You need to show evidence to the debt collector that you are the victim of identity theft, so that the debt collectors stop contacting you. You can show police report, fraud affidavit or letters from companies saying that the debts are not yours. After getting the evidences, the debt collectors need to stop collecting and investigating about the debt. They must inform the original creditor about the identity theft.
6. Is the debt collector allowed to access my credit report?
The credit history contains very confidential and sensitive information and obviously you don’t want the world to know about it, specially the debt collectors. Companies need to take your permission before requesting for copies of your credit report. However, under few circumstances, collection agencies can access your credit history from all the credit bureaus without taking your consent.
7. Is the debt collector allowed to contact me even when I don’t think I owe the money?
You must send the debt collector a letter mentioning that you don’t owe any money within 30 days of receiving the validation notice. You must also ask for the verification of the debt and state that the collector must stop contacting you. However, they can contact you again if they have written verification of the debt, you must check the copy of the bill for the amount you owe.
8. Can a debt collector sue me?
A debt collector has the rights to sue for an unpaid debt. 9. What should I do if a debt collector sues me? If a debt collector has sued you, it’s very important to respond to the lawsuit, personally or through the lawyer you’ve appointed. You must act within the date specified in the court papers to preserve your rights.
9. Do I need to pay debts of a deceased relative?
You are not responsible for the debts of your relative who is dead. Though, the debt collectors might not leave any stone unturned to receive repayment from the debtor’s relatives, but, you are not responsible for the debts. However, if a debt collector still contacts you, can send him/ her a certified, return receipt advising the collector to stop all contact. Keep a copy of this receipt. According to FDCPA, a debt collector is not allowed to contact you other than for acknowledgement of your letter or to notify you if take some action, like filing a lawsuit.
10. Are debt collectors allowed to add fees to my debt?
Under the FDCPA, a debt collector is not allowed to collect an amount more than the debt, until your state laws permits such charges.
11. Is it allowed that debt collectors reveal my debt info to my relatives or friends?

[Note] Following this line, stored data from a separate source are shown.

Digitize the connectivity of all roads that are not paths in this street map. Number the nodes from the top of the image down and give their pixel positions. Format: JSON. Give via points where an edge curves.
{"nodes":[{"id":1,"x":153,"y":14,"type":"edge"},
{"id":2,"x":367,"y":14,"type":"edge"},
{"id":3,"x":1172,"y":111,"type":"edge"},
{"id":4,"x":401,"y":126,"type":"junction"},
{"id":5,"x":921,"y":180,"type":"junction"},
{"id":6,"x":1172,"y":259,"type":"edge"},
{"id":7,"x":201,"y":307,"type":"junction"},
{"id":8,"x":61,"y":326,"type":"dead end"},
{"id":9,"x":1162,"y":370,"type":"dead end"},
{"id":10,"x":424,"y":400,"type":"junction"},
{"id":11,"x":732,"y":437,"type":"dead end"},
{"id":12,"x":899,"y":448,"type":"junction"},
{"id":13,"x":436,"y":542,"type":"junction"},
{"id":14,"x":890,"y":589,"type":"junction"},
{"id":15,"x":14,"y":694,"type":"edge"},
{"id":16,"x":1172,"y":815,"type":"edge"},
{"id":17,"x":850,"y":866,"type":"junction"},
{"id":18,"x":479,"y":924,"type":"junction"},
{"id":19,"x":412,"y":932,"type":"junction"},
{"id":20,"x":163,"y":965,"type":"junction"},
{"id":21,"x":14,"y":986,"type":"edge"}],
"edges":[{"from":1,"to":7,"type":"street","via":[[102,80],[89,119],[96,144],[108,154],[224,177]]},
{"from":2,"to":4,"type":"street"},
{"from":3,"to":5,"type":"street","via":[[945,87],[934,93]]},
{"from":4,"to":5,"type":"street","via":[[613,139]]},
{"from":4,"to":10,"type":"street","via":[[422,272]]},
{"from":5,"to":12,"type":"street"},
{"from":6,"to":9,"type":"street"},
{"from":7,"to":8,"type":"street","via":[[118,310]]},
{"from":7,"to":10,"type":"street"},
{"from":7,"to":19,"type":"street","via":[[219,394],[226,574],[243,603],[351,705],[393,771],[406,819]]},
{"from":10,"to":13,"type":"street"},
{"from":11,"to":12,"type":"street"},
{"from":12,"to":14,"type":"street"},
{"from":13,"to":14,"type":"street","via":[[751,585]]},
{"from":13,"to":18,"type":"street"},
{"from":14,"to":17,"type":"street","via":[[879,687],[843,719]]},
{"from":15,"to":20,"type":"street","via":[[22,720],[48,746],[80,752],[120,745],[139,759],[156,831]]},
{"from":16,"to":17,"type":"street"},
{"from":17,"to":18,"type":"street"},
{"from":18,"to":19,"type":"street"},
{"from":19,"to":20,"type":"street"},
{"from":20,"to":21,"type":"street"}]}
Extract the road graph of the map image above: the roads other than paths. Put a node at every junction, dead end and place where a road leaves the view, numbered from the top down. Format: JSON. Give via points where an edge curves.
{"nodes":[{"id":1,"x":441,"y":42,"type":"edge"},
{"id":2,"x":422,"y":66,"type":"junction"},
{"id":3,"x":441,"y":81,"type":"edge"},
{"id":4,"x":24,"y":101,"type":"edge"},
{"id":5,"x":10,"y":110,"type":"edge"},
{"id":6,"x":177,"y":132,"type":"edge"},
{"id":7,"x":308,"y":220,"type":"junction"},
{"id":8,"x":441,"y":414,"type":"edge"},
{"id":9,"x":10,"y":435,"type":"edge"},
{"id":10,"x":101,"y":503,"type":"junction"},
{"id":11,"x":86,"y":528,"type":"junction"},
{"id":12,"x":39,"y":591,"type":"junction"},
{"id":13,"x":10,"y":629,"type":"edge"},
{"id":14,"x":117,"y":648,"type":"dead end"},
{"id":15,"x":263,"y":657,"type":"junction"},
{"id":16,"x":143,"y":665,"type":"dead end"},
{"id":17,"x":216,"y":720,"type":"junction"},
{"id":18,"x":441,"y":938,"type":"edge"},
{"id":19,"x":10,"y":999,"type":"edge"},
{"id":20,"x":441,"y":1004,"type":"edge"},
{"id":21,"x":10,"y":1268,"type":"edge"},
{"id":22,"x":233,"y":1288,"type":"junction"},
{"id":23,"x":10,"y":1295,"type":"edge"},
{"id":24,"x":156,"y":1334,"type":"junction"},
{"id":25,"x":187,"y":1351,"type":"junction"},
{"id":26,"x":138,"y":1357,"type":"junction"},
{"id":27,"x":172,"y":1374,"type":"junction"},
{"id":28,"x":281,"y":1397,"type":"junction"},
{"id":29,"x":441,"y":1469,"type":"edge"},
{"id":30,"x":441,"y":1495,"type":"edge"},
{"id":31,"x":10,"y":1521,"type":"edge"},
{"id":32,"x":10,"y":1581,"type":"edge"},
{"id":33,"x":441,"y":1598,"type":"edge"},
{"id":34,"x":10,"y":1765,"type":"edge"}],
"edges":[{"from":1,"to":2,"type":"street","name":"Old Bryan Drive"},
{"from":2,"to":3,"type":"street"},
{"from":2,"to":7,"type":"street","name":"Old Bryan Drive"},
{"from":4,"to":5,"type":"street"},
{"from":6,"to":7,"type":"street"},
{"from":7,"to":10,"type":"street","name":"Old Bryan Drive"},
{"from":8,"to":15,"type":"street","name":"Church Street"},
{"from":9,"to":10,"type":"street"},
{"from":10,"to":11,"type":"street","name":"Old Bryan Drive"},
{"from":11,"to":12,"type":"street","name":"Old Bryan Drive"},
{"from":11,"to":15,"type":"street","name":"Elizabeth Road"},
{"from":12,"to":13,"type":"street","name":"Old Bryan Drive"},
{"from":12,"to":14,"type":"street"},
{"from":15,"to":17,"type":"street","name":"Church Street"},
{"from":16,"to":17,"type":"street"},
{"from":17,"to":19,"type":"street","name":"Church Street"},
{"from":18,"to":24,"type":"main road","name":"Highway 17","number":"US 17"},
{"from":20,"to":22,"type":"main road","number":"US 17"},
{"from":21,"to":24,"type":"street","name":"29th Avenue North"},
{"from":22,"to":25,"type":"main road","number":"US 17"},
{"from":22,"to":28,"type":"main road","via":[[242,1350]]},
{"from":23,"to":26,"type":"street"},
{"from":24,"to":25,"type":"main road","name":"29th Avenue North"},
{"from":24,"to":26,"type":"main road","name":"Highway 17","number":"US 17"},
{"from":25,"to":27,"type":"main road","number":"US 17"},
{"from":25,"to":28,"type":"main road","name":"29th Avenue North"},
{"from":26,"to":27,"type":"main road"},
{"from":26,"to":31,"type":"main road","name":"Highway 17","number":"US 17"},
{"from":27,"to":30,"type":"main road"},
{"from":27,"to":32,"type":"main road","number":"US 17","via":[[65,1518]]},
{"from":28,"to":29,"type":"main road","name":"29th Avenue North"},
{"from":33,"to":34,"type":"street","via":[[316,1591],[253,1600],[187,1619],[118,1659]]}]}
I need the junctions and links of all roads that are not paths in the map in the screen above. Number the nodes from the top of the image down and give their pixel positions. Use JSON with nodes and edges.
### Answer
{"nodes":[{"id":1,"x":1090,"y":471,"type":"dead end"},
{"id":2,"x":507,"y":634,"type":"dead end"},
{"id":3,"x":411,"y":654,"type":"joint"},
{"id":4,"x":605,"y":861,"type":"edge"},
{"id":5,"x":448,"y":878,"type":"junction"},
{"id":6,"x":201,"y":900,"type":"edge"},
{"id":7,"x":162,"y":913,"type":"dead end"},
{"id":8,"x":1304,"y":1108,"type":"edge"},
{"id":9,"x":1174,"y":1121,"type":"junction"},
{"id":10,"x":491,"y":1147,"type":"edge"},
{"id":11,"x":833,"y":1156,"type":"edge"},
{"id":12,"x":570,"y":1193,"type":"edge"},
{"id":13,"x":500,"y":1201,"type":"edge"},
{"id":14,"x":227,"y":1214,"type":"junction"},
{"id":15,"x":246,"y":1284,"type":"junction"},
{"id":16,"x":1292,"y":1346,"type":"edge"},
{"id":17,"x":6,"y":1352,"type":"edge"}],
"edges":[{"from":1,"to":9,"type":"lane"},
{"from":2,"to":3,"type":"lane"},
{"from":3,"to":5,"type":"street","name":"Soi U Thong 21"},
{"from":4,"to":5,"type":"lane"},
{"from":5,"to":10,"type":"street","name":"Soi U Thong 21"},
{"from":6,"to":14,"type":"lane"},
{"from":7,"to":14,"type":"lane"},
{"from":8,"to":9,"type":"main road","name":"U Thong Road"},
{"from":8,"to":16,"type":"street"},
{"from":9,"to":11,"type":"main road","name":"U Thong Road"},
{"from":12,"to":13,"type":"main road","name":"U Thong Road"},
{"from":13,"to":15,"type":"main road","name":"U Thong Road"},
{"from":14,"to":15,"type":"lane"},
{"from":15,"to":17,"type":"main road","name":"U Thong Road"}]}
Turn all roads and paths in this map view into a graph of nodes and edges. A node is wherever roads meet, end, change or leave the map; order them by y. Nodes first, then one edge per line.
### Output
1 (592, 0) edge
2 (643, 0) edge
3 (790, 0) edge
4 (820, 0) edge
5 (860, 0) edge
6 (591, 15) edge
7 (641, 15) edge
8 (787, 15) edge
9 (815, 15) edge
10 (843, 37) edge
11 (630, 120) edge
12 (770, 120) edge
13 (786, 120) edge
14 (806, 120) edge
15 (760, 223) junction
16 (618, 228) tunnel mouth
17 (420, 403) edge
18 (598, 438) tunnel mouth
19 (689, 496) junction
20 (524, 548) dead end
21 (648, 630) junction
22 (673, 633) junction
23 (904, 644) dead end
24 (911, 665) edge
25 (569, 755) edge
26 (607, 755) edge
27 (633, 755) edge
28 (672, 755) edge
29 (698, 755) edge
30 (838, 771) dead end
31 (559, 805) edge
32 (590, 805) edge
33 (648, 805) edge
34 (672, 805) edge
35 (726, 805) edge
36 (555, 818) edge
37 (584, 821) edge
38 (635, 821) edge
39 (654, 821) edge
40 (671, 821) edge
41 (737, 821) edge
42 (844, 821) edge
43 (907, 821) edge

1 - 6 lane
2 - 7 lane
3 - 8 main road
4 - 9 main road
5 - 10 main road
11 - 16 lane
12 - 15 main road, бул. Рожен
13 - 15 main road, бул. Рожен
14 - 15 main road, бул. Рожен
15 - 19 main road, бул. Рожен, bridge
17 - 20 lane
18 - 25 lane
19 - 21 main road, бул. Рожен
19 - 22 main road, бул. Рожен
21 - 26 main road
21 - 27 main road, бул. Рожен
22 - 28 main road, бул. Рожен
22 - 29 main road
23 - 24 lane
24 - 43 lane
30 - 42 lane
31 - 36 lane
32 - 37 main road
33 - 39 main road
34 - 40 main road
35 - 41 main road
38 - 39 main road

Under the FDCPA, the debt collector is suppose to discuss about the debt only with the individual, the creditor, a credit bureau and an attorney who is representing the party concerned. However, if the debt collector doesn’t have your contact details, he/ she can contact family or relatives to know about it. They are not allowed to give details to the relatives about the reason behind contacting you.
12. Is there a time limit for collecting debt?
Generally, there are no limits on the time a company can attempt to collect on a debt. However, the statute of limitations may vary from state to state.